Noruyuki Iwadare： Ithink some of the chords are very good， but there are some chord changes that I have heard too many times before （IN　C MAJOR： D　minor，E major，　A minor is ageless， but I　have　heard　it　so　much？），　I　like　that　there　are　very　many　versions　on　the　melody　at　２：０３　with　different　chords，　after　２　minutes　though　I　feel　is　less　interesting？　There　are　important　rhythm　shake-ups　here　and　there　after　that，　but　I　think　it　is　not　enough？　It　does　seem　very　Japanese　and　video　game　like，　that　is　exactly　right！


----------



## ROBOT (Jul 17, 2017)

I‘m sorry， I didn't see the other pages，I think the piece is very good-！


----------



## Bulldog (Nov 21, 2013)

I've never played a video game but am confident that there's some fine music in that medium. However, I find the music in the original posting totally unappealing and derivative. It would stink in a video game or movie. As a stand-alone, it's a losing cause.


----------



## AfterHours (Mar 27, 2017)

Kajmanen said:


> Well, yeah, but many are just wandering around without being meaningful or grasping imo. That is just my subjective view ofc. Its not that I "dont get" things that are more complex, I do, Im coming from listening to alot of experimental and avant-garde stuff in the electronic world so thats not the issue.


Re: "many works just wandering around without...etc"

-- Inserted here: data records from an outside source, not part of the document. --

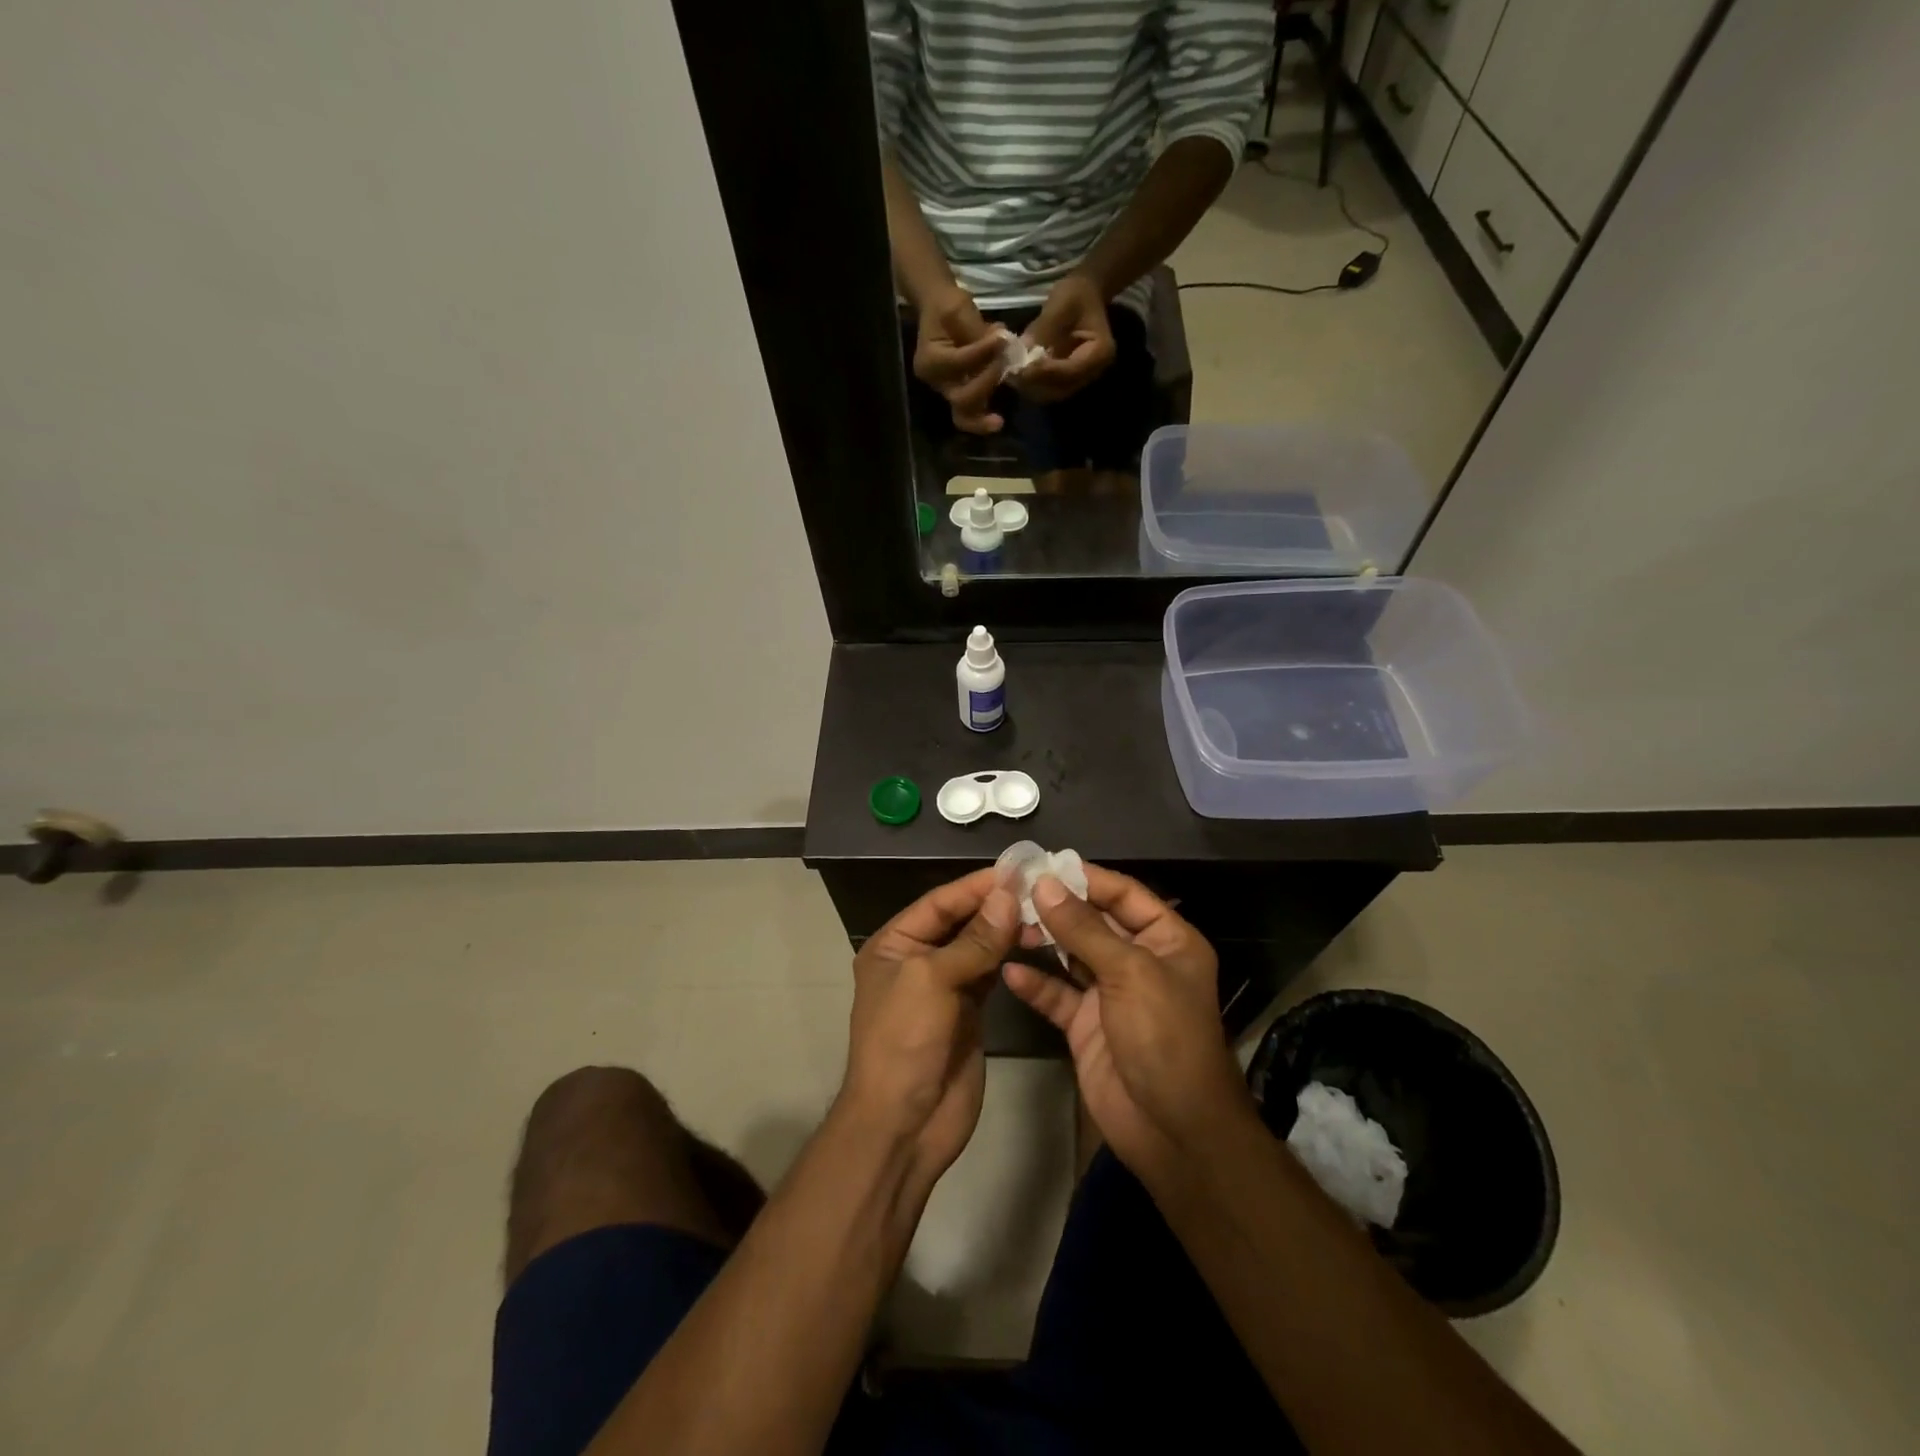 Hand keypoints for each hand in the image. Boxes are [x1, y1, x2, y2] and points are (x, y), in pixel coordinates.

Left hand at [842, 869, 1019, 1189]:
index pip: (940, 903)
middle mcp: (918, 959)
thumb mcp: (933, 981)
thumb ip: (974, 940)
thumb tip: (1009, 895)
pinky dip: (1010, 956)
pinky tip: (1034, 941)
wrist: (904, 1124)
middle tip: (1040, 888)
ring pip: (980, 946)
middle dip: (996, 905)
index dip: (976, 886)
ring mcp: (945, 986)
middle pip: (961, 921)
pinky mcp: (969, 1011)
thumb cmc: (905, 1041)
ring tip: (1044, 912)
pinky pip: (992, 973)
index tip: (1017, 869)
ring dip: (1007, 930)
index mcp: (894, 944)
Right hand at [912, 287, 1007, 433]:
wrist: (937, 310)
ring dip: (982, 417)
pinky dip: (983, 416)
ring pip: (963, 415)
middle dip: (985, 384)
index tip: (1003, 337)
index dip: (982, 352)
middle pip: (960, 398)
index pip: (959, 362)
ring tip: (998, 421)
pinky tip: (996, 420)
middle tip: (1004, 366)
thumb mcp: (959, 308)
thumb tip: (1002, 344)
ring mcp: (947, 390)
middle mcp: (936, 381)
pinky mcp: (958, 393)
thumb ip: (977, 330)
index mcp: (929, 360)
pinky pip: (971, 412)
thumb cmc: (946, 306)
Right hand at [1002, 865, 1248, 1180]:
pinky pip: (1057, 995)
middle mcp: (1139, 960)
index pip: (1124, 894)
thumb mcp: (1129, 973)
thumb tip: (1043, 884)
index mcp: (1167, 940)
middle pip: (1093, 921)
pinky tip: (1009, 971)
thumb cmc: (1165, 1037)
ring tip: (1005, 923)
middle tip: (1012, 891)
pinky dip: (1035, 983)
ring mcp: (1111, 994)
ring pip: (1071, 955)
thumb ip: (1083, 928)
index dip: (1086, 878)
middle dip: (1056, 907)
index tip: (1042, 864)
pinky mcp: (1086, 1025)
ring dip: (1041, 940)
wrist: (1173, 1131)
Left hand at [1015, 273, 1116, 403]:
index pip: (1070, 371)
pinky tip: (1017, 373)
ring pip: (1052, 393)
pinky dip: (1032, 384)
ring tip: (1012, 373)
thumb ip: (1044, 328)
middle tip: (1012, 372)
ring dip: (1031, 386)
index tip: (1022, 367)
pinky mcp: (1068, 380)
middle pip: (1061, 388)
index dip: (1045, 372)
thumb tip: (1023, 349)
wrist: (1084, 295)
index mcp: (1101, 352)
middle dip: (1036, 382)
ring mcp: (1081, 379)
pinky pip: (1048, 389)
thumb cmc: (1076, 294)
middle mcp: (1093, 372)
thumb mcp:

Which works are you referring to specifically?


----------



## AfterHours (Mar 27, 2017)

Well? ^^^

I think you might find smoother interaction with more users on TC if you supported your claims with at least some specifics about particular work(s) to at least give an impression (or even ascertain) that you've spent some legitimate time and effort with them. Or, if you haven't, which appears to be the case, just state that you've spent little time with Classical so far, and up until now it doesnt seem to be working for you, but are still learning and hope it does (or something like that). All I've seen so far (unless Ive missed something) are miscellaneous generalities "about Classical music".


----------



## Kajmanen (Jun 30, 2017)

AfterHours said:


> Well? ^^^
> 
> I think you might find smoother interaction with more users on TC if you supported your claims with at least some specifics about particular work(s) to at least give an impression (or even ascertain) that you've spent some legitimate time and effort with them. Or, if you haven't, which appears to be the case, just state that you've spent little time with Classical so far, and up until now it doesnt seem to be working for you, but are still learning and hope it does (or something like that). All I've seen so far (unless Ive missed something) are miscellaneous generalities "about Classical music".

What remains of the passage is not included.